---------- RECORDED INFORMATION

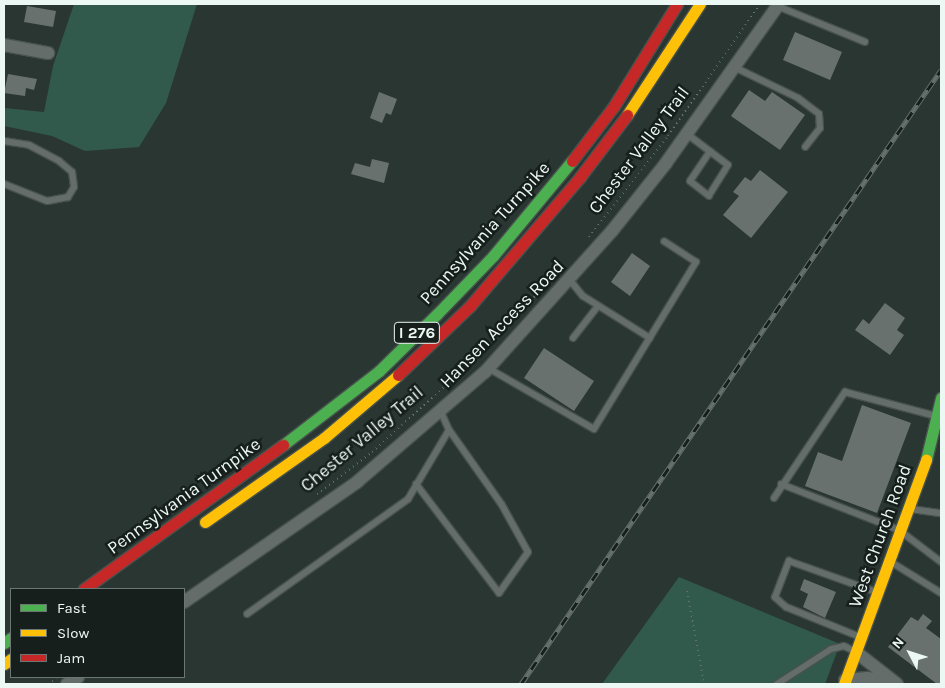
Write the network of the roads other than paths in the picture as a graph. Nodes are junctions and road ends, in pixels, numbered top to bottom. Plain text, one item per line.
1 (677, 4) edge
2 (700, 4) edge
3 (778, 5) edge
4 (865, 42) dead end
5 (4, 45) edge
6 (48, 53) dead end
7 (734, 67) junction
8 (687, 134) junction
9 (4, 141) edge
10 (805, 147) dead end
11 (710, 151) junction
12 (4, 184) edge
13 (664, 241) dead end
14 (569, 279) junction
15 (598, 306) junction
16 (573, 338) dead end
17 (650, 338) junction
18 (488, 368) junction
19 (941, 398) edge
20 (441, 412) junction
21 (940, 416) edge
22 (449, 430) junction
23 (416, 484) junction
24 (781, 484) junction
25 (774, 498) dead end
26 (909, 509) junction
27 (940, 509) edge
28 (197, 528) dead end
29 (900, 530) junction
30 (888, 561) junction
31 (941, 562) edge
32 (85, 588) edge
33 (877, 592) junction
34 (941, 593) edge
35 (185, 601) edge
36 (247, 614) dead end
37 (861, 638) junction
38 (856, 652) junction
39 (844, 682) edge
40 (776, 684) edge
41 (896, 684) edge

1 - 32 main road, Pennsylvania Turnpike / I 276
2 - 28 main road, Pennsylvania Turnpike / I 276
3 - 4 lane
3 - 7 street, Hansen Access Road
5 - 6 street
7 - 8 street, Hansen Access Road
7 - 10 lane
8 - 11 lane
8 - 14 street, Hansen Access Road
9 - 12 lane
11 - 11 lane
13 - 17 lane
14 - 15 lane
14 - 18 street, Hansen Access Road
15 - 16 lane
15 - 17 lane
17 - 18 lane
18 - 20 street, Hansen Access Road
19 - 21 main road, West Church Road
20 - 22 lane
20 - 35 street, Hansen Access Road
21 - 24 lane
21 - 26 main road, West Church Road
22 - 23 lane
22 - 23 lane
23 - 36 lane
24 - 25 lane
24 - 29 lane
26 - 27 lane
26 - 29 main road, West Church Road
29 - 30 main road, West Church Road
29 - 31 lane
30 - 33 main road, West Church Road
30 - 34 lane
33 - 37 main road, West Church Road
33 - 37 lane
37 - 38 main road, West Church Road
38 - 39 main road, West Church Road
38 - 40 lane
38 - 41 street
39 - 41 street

--------------------

## TASK GOAL
Repeat each line of the records exactly. Do not include the pictures.

## EXPECTED OUTPUT
Write the network of the roads other than paths in the picture as a graph. Nodes are junctions and road ends, in pixels, numbered top to bottom. Plain text, one item per line.
1 (677, 4) edge
2 (700, 4) edge
3 (778, 5) edge
4 (865, 42) dead end
5 (4, 45) edge
6 (48, 53) dead end
7 (734, 67) junction
8 (687, 134) junction
9 (4, 141) edge
10 (805, 147) dead end
11 (710, 151) junction
12 (4, 184) edge
13 (664, 241) dead end
14 (569, 279) junction
15 (598, 306) junction
16 (573, 338) dead end
17 (650, 338) junction
18 (488, 368) junction
19 (941, 398) edge
20 (441, 412) junction
21 (940, 416) edge
22 (449, 430) junction
23 (416, 484) junction
24 (781, 484) junction
25 (774, 498) dead end
26 (909, 509) junction
27 (940, 509) edge
28 (197, 528) dead end
29 (900, 530) junction
30 (888, 561) junction
31 (941, 562) edge
32 (85, 588) edge
33 (877, 592) junction
34 (941, 593) edge
35 (185, 601) edge
36 (247, 614) dead end
37 (861, 638) junction
38 (856, 652) junction
39 (844, 682) edge
40 (776, 684) edge
41 (896, 684) edge

1 - 32 main road, Pennsylvania Turnpike / I 276
2 - 28 main road, Pennsylvania Turnpike / I 276
3 - 4 lane
3 - 7 street, Hansen Access Road
5 - 6 street
7 - 8 street, Hansen Access Road
7 - 10 lane
8 - 11 lane
8 - 14 street, Hansen Access Road
9 - 12 lane
11 - 11 lane
13 - 17 lane
14 - 15 lane
14 - 18 street, Hansen Access Road
15 - 16 lane
15 - 17 lane
17 - 18 lane
18 - 20 street, Hansen Access Road
19 - 21 main road, West Church Road
20 - 22 lane
20 - 35 street, Hansen Access Road
21 - 24 lane
21 - 26 main road, West Church Road
22 - 23 lane
22 - 23 lane
23 - 36 lane
24 - 25 lane
24 - 29 lane
26 - 27 lane
26 - 29 main road, West Church Road
29 - 30 main road, West Church Road
29 - 31 lane
30 - 33 main road, West Church Road
30 - 34 lane
33 - 37 main road, West Church Road
33 - 37 lane
37 - 38 main road, West Church Road
38 - 39 main road, West Church Road
38 - 40 lane
38 - 41 street
39 - 41 street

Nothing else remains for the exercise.